All of the records shown below need to be copied with no differences.
● ● ● ● ●
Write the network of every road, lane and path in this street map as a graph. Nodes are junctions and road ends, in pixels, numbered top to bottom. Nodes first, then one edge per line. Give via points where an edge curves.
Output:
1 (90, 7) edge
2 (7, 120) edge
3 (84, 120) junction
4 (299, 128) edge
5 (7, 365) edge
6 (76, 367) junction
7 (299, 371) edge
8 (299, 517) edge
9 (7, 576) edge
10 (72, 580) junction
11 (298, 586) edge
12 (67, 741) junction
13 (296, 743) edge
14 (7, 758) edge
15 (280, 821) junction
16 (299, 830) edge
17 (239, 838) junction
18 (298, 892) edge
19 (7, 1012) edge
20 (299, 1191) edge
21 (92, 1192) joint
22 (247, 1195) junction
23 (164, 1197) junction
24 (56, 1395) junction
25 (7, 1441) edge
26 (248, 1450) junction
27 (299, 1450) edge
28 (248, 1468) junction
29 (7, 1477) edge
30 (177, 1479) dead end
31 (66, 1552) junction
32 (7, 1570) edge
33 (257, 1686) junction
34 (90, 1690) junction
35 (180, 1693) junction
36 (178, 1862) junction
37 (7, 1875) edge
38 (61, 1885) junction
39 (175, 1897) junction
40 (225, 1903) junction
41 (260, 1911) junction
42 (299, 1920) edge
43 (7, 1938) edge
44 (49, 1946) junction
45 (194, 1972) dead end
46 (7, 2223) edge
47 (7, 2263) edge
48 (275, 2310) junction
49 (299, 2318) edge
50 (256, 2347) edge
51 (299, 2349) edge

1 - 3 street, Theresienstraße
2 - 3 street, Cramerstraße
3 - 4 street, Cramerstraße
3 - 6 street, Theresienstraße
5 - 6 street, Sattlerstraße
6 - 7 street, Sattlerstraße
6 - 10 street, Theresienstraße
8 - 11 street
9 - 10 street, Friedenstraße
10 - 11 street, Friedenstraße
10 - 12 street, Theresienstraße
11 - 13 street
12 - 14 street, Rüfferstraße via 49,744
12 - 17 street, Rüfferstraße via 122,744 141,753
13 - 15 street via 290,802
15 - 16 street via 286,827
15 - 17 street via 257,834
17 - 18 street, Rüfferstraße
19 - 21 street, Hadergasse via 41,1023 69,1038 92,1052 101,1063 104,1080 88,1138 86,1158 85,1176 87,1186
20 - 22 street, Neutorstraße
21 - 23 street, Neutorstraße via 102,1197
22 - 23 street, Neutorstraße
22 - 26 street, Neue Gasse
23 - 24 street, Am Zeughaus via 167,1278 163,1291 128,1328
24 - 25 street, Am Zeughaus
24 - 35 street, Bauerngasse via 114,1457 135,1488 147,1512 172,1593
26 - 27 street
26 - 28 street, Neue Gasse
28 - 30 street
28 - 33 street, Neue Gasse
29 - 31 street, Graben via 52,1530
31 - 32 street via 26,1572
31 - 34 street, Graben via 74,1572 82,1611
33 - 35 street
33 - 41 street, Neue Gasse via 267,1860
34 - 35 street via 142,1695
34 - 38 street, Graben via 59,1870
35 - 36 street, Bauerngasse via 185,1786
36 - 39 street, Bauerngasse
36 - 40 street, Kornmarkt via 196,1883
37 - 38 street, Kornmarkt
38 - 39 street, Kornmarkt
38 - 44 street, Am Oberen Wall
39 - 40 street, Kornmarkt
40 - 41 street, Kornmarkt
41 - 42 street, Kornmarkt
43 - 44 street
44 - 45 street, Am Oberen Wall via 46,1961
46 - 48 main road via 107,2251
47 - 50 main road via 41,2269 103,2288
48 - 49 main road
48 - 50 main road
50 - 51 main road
● ● ● ● ●
WRITTEN RESPONSE
Write the network of every road, lane and path in this street map as a graph. Nodes are junctions and road ends, in pixels, numbered top to bottom. Nodes first, then one edge per line. Give via points where an edge curves.
Output:
1 (90, 7) edge
2 (7, 120) edge
3 (84, 120) junction
4 (299, 128) edge
5 (7, 365) edge
6 (76, 367) junction
7 (299, 371) edge
8 (299, 517) edge
9 (7, 576) edge
10 (72, 580) junction
11 (298, 586) edge
12 (67, 741) junction
13 (296, 743) edge
14 (7, 758) edge
15 (280, 821) junction
16 (299, 830) edge
17 (239, 838) junction
18 (298, 892) edge
19 (7, 1012) edge
20 (299, 1191) edge
21 (92, 1192) joint
22 (247, 1195) junction
23 (164, 1197) junction
24 (56, 1395) junction
25 (7, 1441) edge
26 (248, 1450) junction
27 (299, 1450) edge
28 (248, 1468) junction
29 (7, 1477) edge
30 (177, 1479) dead end
31 (66, 1552) junction
32 (7, 1570) edge
33 (257, 1686) junction
34 (90, 1690) junction
35 (180, 1693) junction
36 (178, 1862) junction
37 (7, 1875) edge
38 (61, 1885) junction
39 (175, 1897) junction
40 (225, 1903) junction
41 (260, 1911) junction
42 (299, 1920) edge
43 (7, 1938) edge
44 (49, 1946) junction
45 (194, 1972) dead end
46 (7, 2223) edge
47 (7, 2263) edge
48 (275, 2310) junction
49 (299, 2318) edge
50 (256, 2347) edge
51 (299, 2349) edge

1 - 3 street, Theresienstraße
2 - 3 street, Cramerstraße
3 - 4 street, Cramerstraße
3 - 6 street, Theresienstraße
5 - 6 street, Sattlerstraße
6 - 7 street, Sattlerstraße
6 - 10 street, Theresienstraße
8 - 11 street
9 - 10 street, Friedenstraße
10 - 11 street, Friedenstraße
10 - 12 street, Theresienstraße
11 - 13 street
12 - 14 street, Rüfferstraße via 49,744
12 - 17 street, Rüfferstraße via 122,744 141,753
13 - 15 street via 290,802
15 - 16 street via 286,827
15 - 17 street via 257,834
17 - 18 street, Rüfferstraße
19 - 21 street, Hadergasse via 41,1023 69,1038 92,1052 101,1063 104,1080 88,1138 86,1158 85,1176 87,1186
20 - 22 street, Neutorstraße
21 - 23 street, Neutorstraße via 102,1197
22 - 23 street, Neutorstraße
22 - 26 street, Neue Gasse
23 - 24 street, Am Zeughaus via 167,1278 163,1291 128,1328
24 - 25 street, Am Zeughaus
24 - 35 street, Bauerngasse via 114,1457 135,1488 147,1512 172,1593
26 - 27 street
26 - 28 street, Neue Gasse
28 - 30 street
28 - 33 street, Neue Gasse
29 - 31 street, Graben via 52,1530
31 - 32 street via 26,1572
31 - 34 street, Graben via 74,1572 82,1611
33 - 35 street
33 - 41 street, Neue Gasse via 267,1860
34 - 35 street via 142,1695
34 - 38 street, Graben via 59,1870
35 - 36 street, Bauerngasse via 185,1786
36 - 39 street, Bauerngasse
36 - 40 street, Kornmarkt via 196,1883
37 - 38 street, Kornmarkt
38 - 39 street, Kornmarkt
38 - 44 street, Am Oberen Wall
39 - 40 street, Kornmarkt
40 - 41 street, Kornmarkt
41 - 42 street, Kornmarkt
43 - 44 street
44 - 45 street, Am Oberen Wall via 46,1961
46 - 48 main road via 107,2251
47 - 50 main road via 41,2269 103,2288
48 - 49 main road
48 - 50 main road
50 - 51 main road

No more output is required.